What you should do: For the entries below, how many lines include the word "Capitaine"? Give the figure and nothing more.

(Collected data)
# # # # # # #
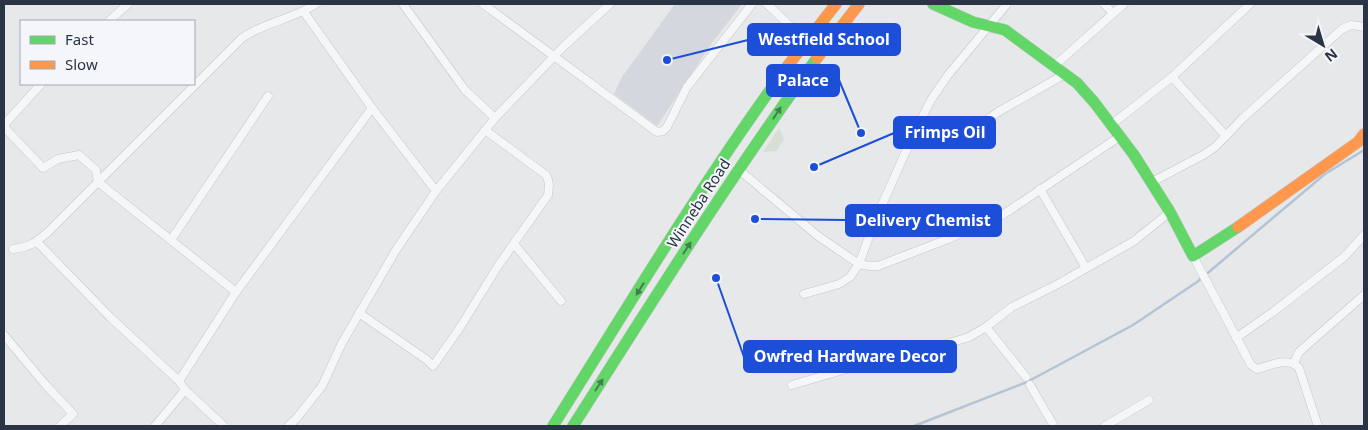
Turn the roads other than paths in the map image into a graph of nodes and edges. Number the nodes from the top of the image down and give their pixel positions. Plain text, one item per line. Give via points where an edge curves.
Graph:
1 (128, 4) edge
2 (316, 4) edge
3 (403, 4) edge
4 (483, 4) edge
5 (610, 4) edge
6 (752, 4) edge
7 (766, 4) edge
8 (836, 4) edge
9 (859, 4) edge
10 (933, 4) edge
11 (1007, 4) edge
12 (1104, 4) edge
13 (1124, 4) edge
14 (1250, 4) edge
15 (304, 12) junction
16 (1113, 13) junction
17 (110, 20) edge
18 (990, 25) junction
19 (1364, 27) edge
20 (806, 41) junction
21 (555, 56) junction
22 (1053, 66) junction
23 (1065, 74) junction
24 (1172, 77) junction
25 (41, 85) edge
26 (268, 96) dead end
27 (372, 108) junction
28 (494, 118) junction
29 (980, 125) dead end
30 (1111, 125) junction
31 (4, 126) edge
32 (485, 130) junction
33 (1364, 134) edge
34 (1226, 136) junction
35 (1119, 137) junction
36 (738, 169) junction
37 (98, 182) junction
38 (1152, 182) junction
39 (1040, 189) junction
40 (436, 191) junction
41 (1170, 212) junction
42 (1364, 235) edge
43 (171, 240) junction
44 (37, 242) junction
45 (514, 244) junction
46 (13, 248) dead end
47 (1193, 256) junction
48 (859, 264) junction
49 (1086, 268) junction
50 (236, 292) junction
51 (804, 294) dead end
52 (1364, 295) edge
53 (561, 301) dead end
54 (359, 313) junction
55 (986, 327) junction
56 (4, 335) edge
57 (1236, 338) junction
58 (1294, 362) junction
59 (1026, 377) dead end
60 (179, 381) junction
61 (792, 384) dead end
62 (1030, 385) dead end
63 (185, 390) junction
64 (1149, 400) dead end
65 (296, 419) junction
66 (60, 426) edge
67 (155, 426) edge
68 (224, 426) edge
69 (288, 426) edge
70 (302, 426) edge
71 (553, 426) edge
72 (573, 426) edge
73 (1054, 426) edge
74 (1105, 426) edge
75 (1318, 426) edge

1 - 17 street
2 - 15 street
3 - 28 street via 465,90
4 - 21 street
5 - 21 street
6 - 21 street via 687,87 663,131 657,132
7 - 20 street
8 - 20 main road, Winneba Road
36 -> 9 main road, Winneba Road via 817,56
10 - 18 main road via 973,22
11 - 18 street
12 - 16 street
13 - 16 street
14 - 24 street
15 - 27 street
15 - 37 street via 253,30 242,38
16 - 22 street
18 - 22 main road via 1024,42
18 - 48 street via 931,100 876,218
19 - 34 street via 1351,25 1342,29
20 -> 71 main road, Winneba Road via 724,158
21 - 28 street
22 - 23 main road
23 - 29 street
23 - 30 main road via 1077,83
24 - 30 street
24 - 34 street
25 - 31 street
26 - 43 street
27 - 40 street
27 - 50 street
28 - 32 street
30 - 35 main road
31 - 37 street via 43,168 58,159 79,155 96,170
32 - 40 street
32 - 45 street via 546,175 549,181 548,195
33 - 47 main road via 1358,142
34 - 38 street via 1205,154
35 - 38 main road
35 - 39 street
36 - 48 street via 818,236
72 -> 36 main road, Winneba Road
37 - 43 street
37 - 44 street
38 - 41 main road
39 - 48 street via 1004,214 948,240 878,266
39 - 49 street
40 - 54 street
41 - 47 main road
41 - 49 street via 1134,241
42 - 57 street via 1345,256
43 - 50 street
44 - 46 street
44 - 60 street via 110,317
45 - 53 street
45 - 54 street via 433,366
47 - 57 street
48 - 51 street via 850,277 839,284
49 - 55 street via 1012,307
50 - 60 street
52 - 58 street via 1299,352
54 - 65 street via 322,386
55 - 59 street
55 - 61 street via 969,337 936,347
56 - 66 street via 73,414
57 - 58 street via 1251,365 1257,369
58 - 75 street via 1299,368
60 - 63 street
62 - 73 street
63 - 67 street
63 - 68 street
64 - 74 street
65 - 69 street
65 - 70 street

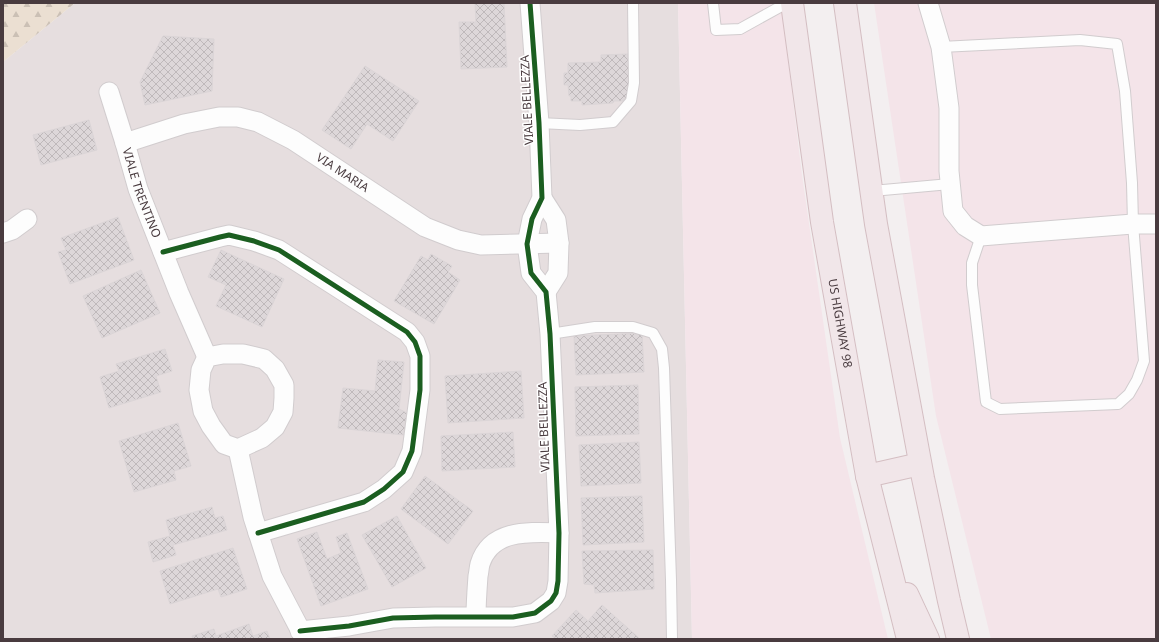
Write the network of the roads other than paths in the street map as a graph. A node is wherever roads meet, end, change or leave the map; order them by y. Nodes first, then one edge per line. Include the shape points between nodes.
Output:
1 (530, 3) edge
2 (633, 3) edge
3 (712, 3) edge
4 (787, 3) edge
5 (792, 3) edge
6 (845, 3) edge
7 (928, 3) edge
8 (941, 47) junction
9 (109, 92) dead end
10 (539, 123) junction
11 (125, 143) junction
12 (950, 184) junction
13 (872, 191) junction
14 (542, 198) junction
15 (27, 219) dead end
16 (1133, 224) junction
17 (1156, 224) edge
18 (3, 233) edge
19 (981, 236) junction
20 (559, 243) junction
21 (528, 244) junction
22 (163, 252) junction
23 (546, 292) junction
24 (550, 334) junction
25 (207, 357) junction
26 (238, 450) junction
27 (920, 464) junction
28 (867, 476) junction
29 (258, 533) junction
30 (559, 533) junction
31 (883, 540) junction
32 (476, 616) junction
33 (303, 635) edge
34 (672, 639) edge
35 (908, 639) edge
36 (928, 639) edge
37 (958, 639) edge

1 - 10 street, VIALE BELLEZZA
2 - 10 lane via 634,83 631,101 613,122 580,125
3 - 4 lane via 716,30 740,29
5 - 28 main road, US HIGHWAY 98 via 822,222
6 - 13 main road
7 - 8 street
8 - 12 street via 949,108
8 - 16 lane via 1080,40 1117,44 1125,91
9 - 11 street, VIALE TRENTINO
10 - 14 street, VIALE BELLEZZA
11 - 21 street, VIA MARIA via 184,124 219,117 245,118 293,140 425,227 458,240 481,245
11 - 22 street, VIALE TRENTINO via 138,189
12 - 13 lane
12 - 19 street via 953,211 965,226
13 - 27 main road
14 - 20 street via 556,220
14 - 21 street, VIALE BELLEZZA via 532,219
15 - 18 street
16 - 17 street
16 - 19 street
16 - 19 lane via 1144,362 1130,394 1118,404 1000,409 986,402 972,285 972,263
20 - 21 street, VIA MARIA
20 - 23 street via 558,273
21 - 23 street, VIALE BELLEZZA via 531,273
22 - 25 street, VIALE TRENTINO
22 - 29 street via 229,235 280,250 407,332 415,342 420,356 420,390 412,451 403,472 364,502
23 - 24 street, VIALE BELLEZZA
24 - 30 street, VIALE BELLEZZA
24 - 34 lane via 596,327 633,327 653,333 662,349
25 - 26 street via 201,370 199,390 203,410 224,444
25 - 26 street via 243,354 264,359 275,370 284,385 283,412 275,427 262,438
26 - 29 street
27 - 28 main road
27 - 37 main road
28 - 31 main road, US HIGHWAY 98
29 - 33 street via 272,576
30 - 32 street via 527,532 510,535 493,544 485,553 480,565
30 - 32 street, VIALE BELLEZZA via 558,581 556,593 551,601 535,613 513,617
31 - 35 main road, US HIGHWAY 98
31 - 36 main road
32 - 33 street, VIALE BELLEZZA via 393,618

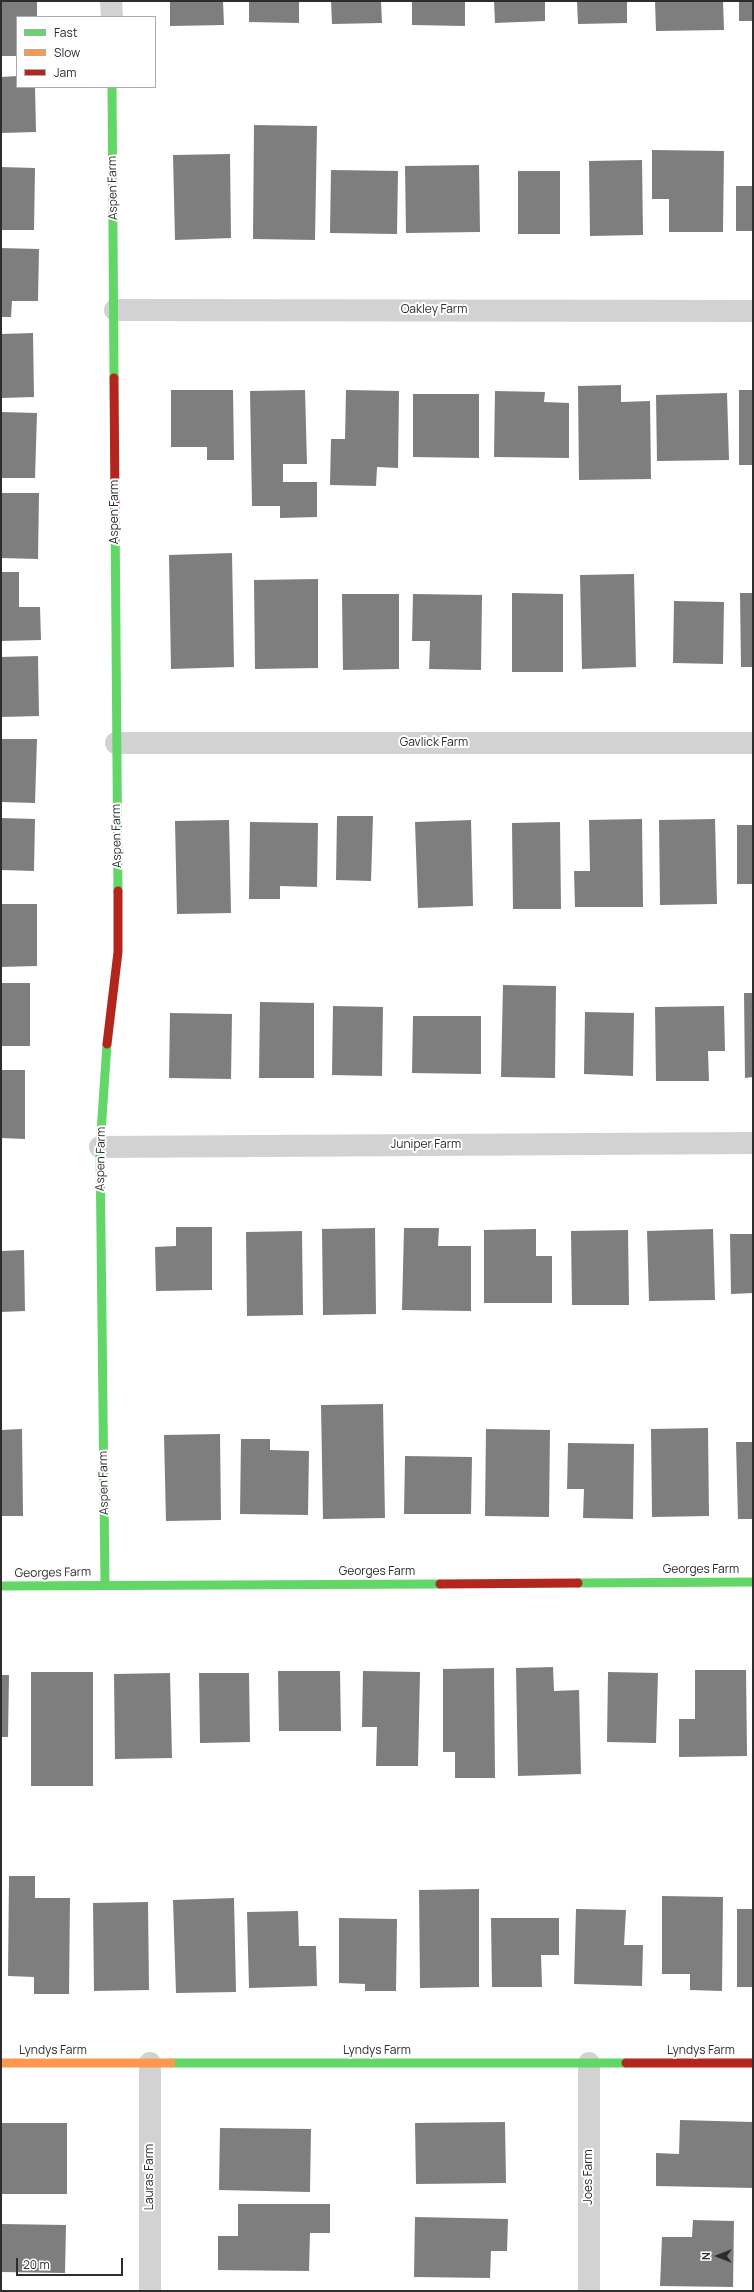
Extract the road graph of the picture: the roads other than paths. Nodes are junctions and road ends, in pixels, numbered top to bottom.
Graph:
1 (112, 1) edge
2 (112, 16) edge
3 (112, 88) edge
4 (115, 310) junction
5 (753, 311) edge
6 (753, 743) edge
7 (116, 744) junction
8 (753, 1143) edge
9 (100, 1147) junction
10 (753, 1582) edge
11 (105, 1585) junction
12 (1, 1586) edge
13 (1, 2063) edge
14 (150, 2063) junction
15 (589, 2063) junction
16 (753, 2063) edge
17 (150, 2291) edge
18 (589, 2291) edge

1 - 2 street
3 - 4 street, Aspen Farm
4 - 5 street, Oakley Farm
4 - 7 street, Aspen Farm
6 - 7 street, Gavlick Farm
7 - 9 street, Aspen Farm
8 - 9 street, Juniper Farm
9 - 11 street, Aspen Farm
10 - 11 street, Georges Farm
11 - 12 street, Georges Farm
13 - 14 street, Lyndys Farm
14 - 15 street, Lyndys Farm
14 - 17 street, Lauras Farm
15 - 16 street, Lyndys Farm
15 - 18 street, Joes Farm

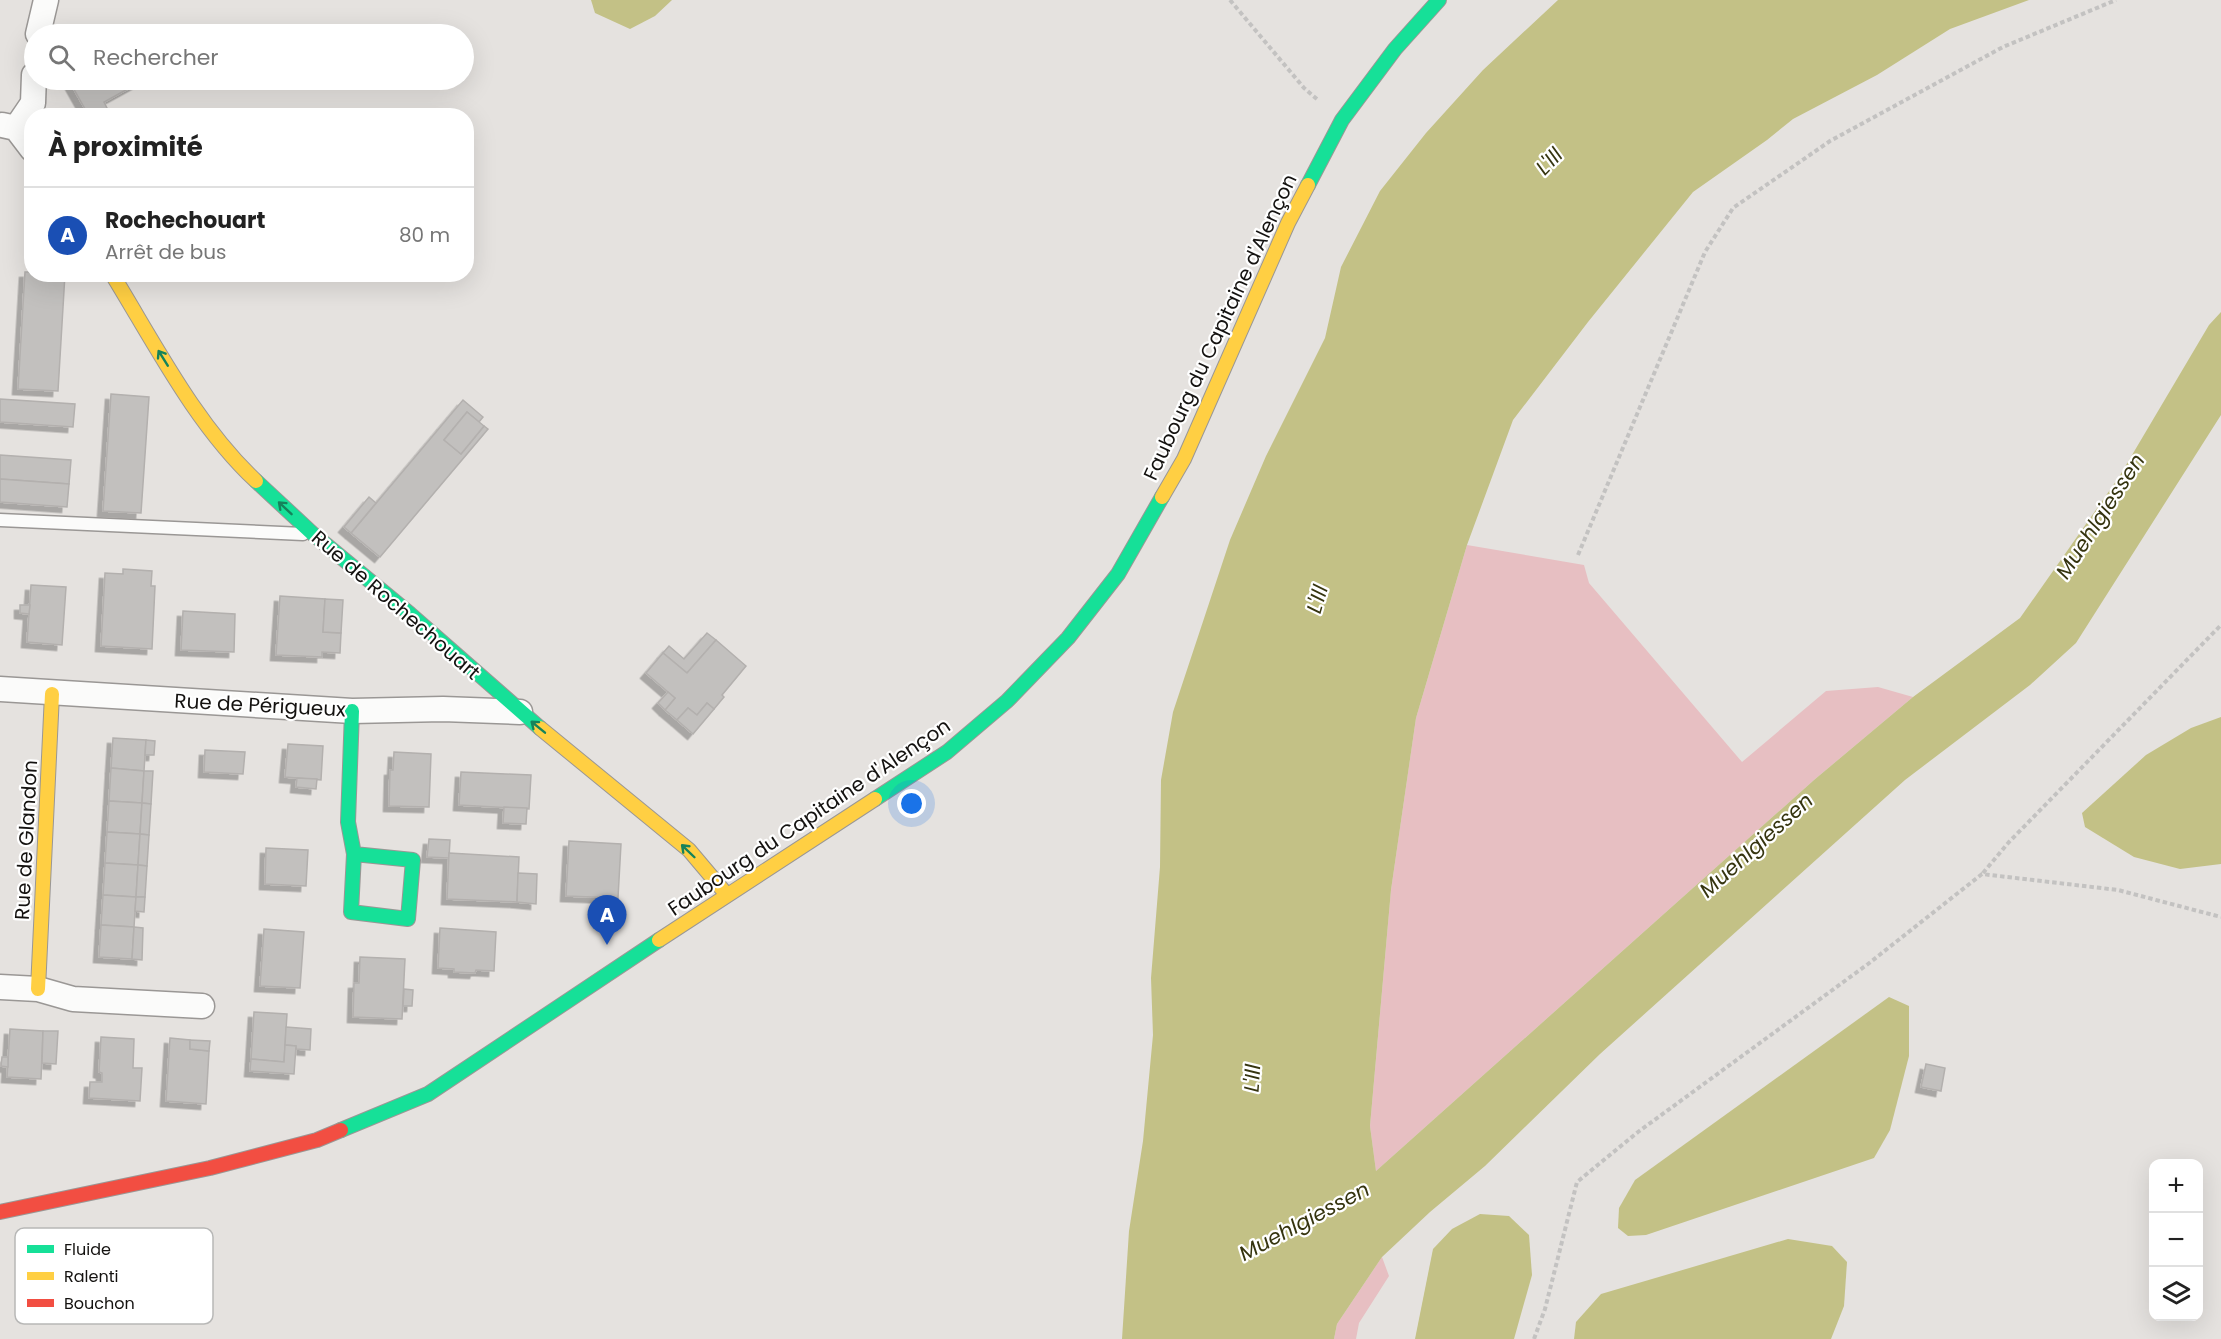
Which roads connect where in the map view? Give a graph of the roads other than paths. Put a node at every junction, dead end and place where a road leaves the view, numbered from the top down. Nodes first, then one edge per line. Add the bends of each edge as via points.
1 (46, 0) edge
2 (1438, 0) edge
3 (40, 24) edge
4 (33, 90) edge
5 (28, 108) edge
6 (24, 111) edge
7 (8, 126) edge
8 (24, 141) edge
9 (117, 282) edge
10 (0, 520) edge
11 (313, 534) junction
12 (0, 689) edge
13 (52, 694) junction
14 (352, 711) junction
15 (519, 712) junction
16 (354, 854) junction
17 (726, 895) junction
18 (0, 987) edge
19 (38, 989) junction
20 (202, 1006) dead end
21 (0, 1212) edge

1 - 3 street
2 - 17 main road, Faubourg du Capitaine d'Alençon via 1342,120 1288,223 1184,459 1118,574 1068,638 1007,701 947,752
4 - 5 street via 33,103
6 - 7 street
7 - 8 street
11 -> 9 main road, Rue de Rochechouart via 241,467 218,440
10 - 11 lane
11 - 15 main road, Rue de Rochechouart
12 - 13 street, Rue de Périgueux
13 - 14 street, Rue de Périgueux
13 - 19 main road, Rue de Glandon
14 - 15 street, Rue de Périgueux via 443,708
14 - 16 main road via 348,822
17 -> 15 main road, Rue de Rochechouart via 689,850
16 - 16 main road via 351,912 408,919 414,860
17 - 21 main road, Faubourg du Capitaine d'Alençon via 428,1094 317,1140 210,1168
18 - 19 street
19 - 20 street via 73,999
# # # # # # #
Result for this task: 2